The American Scholar

The Road to Paradise and Back

It is the summer of 2021, and I am out west for what was meant to be a short stay. But I have decided to linger. I need to see where all the smoke is coming from. Smoke is everywhere, and people are wary. As with the Dust Bowl of the 1930s, when the clouds of dust blew all the way from Oklahoma to Washington, D.C., the smoke from this summer’s disasters has blown across the interior, all the way to Massachusetts. By late July, the National Interagency Fire Center’s situation report will have listed a total of 37,009 wildfires across the country, burning almost 3.4 million acres.

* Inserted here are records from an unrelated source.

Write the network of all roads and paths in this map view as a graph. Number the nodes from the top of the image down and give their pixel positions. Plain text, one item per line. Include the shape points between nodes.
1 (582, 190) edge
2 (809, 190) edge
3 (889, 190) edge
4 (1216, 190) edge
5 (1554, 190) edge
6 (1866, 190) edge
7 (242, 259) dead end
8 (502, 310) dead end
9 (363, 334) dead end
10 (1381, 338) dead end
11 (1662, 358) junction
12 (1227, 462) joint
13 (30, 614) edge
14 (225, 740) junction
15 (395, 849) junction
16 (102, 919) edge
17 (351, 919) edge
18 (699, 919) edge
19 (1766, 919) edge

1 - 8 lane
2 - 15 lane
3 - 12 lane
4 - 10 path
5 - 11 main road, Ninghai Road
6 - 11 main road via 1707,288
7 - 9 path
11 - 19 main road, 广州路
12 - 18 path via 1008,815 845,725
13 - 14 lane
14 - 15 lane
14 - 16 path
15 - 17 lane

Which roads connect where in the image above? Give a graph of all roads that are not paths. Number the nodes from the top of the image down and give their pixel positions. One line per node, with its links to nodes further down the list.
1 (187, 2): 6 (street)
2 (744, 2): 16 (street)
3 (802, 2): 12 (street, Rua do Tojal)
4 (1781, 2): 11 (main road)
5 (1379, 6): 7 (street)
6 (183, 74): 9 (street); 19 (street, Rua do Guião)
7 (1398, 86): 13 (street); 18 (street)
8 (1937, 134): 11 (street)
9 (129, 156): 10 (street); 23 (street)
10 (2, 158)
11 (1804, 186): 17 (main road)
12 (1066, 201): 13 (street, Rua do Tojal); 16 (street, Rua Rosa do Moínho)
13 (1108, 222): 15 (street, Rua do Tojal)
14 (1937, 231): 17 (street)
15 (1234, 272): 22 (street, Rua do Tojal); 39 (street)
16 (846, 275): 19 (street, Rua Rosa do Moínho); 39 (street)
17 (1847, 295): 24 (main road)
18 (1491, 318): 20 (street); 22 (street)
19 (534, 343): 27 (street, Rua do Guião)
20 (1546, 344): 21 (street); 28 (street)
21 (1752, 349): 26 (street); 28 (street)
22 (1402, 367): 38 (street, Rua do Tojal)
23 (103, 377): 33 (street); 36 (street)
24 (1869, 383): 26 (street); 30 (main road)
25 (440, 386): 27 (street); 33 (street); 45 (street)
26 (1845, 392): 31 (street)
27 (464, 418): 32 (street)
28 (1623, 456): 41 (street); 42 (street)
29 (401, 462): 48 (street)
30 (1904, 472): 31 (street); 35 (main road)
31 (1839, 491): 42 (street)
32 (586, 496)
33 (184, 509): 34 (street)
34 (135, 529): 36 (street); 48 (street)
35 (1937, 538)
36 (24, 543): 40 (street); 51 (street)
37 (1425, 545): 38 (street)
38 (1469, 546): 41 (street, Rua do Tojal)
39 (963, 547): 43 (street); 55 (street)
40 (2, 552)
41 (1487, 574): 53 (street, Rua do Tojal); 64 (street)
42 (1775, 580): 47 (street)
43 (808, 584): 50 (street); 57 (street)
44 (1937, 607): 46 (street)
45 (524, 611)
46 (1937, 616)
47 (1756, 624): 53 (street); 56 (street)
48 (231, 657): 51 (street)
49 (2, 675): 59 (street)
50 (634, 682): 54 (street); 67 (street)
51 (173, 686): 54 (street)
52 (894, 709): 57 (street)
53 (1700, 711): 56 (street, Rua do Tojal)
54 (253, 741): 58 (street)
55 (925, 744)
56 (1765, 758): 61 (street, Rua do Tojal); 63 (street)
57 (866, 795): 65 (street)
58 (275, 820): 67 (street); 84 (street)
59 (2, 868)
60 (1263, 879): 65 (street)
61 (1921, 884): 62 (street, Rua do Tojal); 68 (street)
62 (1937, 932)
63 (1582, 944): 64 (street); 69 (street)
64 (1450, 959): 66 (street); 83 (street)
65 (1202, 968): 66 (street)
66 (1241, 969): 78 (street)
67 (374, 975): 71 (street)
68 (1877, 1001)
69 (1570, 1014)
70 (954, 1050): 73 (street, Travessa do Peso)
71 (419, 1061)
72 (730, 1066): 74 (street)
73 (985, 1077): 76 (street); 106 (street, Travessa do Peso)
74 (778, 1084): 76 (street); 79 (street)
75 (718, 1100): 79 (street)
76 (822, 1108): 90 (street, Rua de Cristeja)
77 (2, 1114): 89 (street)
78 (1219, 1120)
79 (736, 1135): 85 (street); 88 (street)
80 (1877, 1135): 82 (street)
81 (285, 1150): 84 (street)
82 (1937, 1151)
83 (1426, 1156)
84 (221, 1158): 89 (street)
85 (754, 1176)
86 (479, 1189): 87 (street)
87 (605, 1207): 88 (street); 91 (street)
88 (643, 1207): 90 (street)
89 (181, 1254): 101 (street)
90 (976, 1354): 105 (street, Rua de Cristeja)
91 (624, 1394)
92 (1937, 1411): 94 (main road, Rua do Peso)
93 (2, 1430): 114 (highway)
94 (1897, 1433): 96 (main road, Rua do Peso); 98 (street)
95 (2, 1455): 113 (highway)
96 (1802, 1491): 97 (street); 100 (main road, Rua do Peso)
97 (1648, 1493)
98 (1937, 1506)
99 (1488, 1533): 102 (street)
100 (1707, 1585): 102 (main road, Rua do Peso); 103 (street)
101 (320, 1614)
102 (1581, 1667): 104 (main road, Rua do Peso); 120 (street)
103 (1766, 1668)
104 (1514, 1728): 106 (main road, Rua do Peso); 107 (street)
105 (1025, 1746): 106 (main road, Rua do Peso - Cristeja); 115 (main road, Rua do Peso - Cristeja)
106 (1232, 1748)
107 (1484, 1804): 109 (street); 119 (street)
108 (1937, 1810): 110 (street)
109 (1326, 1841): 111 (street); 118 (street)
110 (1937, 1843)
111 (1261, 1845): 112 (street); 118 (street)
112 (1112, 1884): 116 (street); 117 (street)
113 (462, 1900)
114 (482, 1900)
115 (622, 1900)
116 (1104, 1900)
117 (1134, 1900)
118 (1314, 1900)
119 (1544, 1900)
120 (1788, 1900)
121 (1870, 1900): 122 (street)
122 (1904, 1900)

Originally, Salt Lake City was my westernmost destination, but I decide to keep pushing it, following the smoke, the region a hazy blur as I drive. A new phrase, heat dome, is on everyone’s lips. This basically describes what happens when warm oceanic air becomes trapped in Earth’s atmosphere by high pressure, but perhaps it is easier to picture a lid being placed over a piece of meat cooking on a kettle grill. We, and the land, are the meat. People keep saying it has never been so hot, and that subjective impression is backed up by the facts. The National Oceanic and Atmospheric Administration reports that over “a six-day period during the middle of June 2021, a dome of hot air languished over the western United States, causing temperatures to skyrocket. From June 15-20, all-time maximum temperature records fell at locations in seven different states (CA, AZ, NM, UT, CO, WY, MT). In Phoenix, Arizona, the high temperature was over 115 degrees for a record-setting six consecutive days, topping out at 118 degrees on June 17.”

DAVID GESSNER is the author of 12 books, including Leave It As It Is; Quiet Desperation, Savage Delight; All the Wild That Remains; and the forthcoming A Traveler’s Guide to the End of the World. He teaches at the University of North Carolina at Wilmington, where he founded the journal Ecotone.

Salt is one thing we should still have a surplus of in the future, and here, where the ocean used to be, it is everywhere.

Though extreme, heat in Phoenix is to be expected. But records are also being set in Salt Lake City, where it hit 107 degrees, and in Billings, Montana, where high temperatures averaged 100 degrees for six straight days, reaching a record 108 degrees. There is no relief by the ocean either. During Canada’s record-breaking heat wave, tens of thousands of dead clams, mussels, sea stars, and snails are found on a beach in Vancouver. In the Pacific Northwest, Portland breaks all records, and Seattle, which from 1894 to the present had only three days on record when the temperature reached 100, now reports three days in a row of hitting triple digits. Glaciers are melting atop Mount Rainier, where summer temperatures are normally near freezing, and where the thermostat atop the 10,000-foot peak will register 73 degrees.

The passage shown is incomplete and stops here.